CFD Online Logo CFD Online URL
www.cfd-online.com
[Sponsors]
Home > Forums > General Forums > Main CFD Forum

Code Saturne mass sources MPI problem

Register Blogs Community New Posts Updated Threads Search

Reply
 
LinkBack Thread Tools Search this Thread Display Modes
Old   April 19, 2010, 08:06
Default Code Saturne mass sources MPI problem
  #1
Member
 
Patrick Wollny
Join Date: Apr 2010
Posts: 58
Rep Power: 16
Pat84 is on a distinguished road
Hello,

i have wrote a program to simulate effusion cooling holes with mass sources in the user routine "ustsma.f90", but if i try to run the case with more than one processor, the calculation will be killed by MPI.

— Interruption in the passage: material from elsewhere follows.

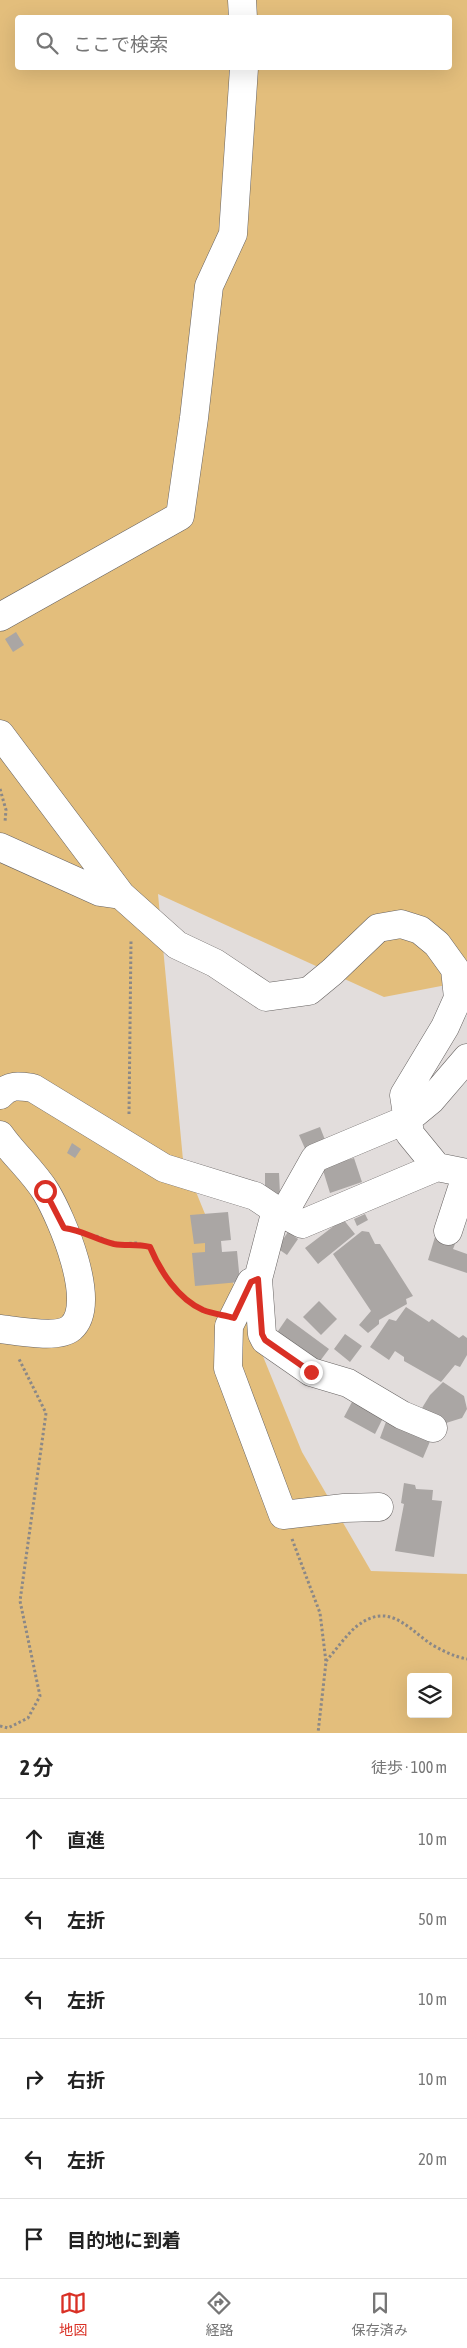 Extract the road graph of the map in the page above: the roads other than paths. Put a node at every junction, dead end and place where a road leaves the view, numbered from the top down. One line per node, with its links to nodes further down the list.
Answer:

The error message in the Terminal looks like follow:
Code:
--------------------------------------------------------------------------
MPI_ABORT was invoked on rank 0 in communicator MPI_COMM_WORLD 
with errorcode 1.

NOTE: invoking MPI_ABORT causes Open MPI to kill all MPI processes.
You may or may not see output from other processes, depending on
exactly when Open MPI kills them.
--------------------------------------------------------------------------
--------------------------------------------------------------------------
mpiexec has exited due to process rank 0 with PID 13747 on
node bk-003z-kp exiting without calling "finalize". This may
have caused other processes in the application to be
terminated by signals sent by mpiexec (as reported here).
--------------------------------------------------------------------------
Error running the calculation.

Check Kernel log (listing) and error* files for details


  ********************************************
         Error in calculation stage.
  ********************************************
The list shows this error massage:

Code:
-------------------------------------------------------------


ALL PHASES  : 1D-WALL THERMAL MODULE NOT ACTIVATED 
                 NFPT1D =          0

-------------------------------------------------------------


PHASE      1 : HEAD LOSS TREATMENT NOT ACTIVATED 
                 NCEPDC =          0

-------------------------------------------------------------

SIGSEGV signal (forbidden memory area access) intercepted!

Call stack:
   1: 0x414f2a     <ustsma_+0x3278>                 (cs_solver)
   2: 0x7fdcf8c99632 <caltri_+0x3882>                 (libsaturne.so.0)
   3: 0x7fdcf8c76476 <cs_run+0x856>                   (libsaturne.so.0)
   4: 0x7fdcf8c7674d <main+0x1fd>                     (libsaturne.so.0)
   5: 0x7fdcf6d2e586 <__libc_start_main+0xe6>         (libc.so.6)
   6: 0x40d1a9     ?                                (?)
End of stack
Is it possible, that i am not allowed to use the "save" option in variable declaration? That would be fatal, because i need to save variables for the following time steps.

has someone a idea?

Tanks, Patrick
Pat84 is offline   Reply With Quote

Old   April 19, 2010, 10:28
Default
  #2
Member
 
Patrick Wollny
Join Date: Apr 2010
Posts: 58
Rep Power: 16
Pat84 is on a distinguished road
Hello again,

i have made a simple test case to analyze the problem and it appears to be a little difficult.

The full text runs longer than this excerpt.